Forward-Looking Statements
This news release contains statements that constitute "forward-looking statements" within the meaning of applicable Canadian and United States securities legislation (collectively herein
referred to as "forward-looking information"). Such forward looking statements involve known and unknown risks, uncertainties and other factors that may cause Kermode actual results, performance or achievements, or developments in the industry to differ materially from the anticipated results, performance or achievements expressed or implied by such forward-looking statements. Forward looking statements are statements that are not historical facts and are generally, but not always, identified by the words "expects," "plans," "anticipates," "believes," "intends," "estimates," "projects," "potential" and similar expressions, or that events or conditions "will," "would," "may," "could" or "should" occur.
Forward-looking statements in this document includes statements, but is not limited to (i) closing of the Offering (and there is no guarantee the Offering will close on the terms as announced, or at all, and (ii) use of the Offering proceeds (and the Company reserves the right to use proceeds of the Offering toward other proper uses). Although Kermode believes the forward-looking information contained in this news release is reasonable based on information available on the date hereof, by their nature forward-looking statements involve assumptions, known and unknown risks, uncertainties and other factors which may cause our actual results, performance or achievements, or other future events, to be materially different from any future results, performance or achievements expressed or implied by such forward-looking statements.
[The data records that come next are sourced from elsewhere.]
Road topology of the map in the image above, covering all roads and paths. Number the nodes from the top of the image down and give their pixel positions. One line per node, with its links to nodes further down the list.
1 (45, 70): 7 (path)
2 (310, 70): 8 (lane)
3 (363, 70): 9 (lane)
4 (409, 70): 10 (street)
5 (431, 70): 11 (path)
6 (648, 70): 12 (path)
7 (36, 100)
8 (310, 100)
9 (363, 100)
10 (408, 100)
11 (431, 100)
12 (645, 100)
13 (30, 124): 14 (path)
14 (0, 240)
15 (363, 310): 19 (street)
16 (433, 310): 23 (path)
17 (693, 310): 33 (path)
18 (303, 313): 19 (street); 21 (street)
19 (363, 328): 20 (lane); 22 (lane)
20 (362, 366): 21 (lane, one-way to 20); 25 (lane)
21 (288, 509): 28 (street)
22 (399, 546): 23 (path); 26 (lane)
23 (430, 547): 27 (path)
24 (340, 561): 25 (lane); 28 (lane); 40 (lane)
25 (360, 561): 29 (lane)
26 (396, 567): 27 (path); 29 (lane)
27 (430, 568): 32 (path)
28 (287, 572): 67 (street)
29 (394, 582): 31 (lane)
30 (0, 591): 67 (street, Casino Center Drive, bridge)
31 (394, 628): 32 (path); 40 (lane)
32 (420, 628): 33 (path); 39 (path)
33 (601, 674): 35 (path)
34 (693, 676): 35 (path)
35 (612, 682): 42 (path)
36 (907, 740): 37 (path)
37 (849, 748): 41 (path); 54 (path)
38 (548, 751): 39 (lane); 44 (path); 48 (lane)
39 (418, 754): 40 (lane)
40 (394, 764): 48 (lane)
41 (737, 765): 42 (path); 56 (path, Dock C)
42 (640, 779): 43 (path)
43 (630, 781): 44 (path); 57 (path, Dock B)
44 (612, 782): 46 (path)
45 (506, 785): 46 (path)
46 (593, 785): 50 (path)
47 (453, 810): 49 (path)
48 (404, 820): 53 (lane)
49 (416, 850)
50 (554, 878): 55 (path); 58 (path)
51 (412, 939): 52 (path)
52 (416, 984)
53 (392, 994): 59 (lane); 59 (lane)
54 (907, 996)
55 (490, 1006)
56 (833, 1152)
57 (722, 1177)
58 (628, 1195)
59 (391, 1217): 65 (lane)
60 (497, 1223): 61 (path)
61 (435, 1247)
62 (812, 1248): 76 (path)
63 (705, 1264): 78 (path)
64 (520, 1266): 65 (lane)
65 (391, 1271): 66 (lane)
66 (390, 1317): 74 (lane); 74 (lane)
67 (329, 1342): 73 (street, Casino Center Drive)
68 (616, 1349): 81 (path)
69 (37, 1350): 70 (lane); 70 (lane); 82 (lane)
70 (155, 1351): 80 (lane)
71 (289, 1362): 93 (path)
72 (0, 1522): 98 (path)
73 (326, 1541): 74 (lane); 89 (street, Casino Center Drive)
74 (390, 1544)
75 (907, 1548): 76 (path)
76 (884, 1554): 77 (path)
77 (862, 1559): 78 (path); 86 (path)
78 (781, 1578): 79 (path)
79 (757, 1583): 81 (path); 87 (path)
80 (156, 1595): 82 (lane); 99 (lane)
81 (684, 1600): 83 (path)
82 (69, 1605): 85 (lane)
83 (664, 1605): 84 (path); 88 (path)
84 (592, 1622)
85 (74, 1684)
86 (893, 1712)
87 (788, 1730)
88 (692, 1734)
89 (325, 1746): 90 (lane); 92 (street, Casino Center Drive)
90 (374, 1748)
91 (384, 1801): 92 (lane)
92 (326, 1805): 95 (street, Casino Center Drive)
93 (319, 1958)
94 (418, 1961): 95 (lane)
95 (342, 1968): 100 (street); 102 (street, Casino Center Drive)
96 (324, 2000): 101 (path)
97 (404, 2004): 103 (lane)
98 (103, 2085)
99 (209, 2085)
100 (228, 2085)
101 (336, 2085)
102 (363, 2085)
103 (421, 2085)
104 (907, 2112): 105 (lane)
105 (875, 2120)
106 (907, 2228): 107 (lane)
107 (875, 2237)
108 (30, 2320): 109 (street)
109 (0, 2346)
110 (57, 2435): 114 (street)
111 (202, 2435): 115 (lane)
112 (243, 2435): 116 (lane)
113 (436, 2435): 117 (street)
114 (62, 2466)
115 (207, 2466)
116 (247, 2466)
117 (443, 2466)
The forward-looking information contained in this news release represents the expectations of the Company as of the date of this news release and, accordingly, is subject to change after such date. Readers should not place undue importance on forward-looking information and should not rely upon this information as of any other date. While the Company may elect to, it does not undertake to update this information at any particular time except as required in accordance with applicable laws.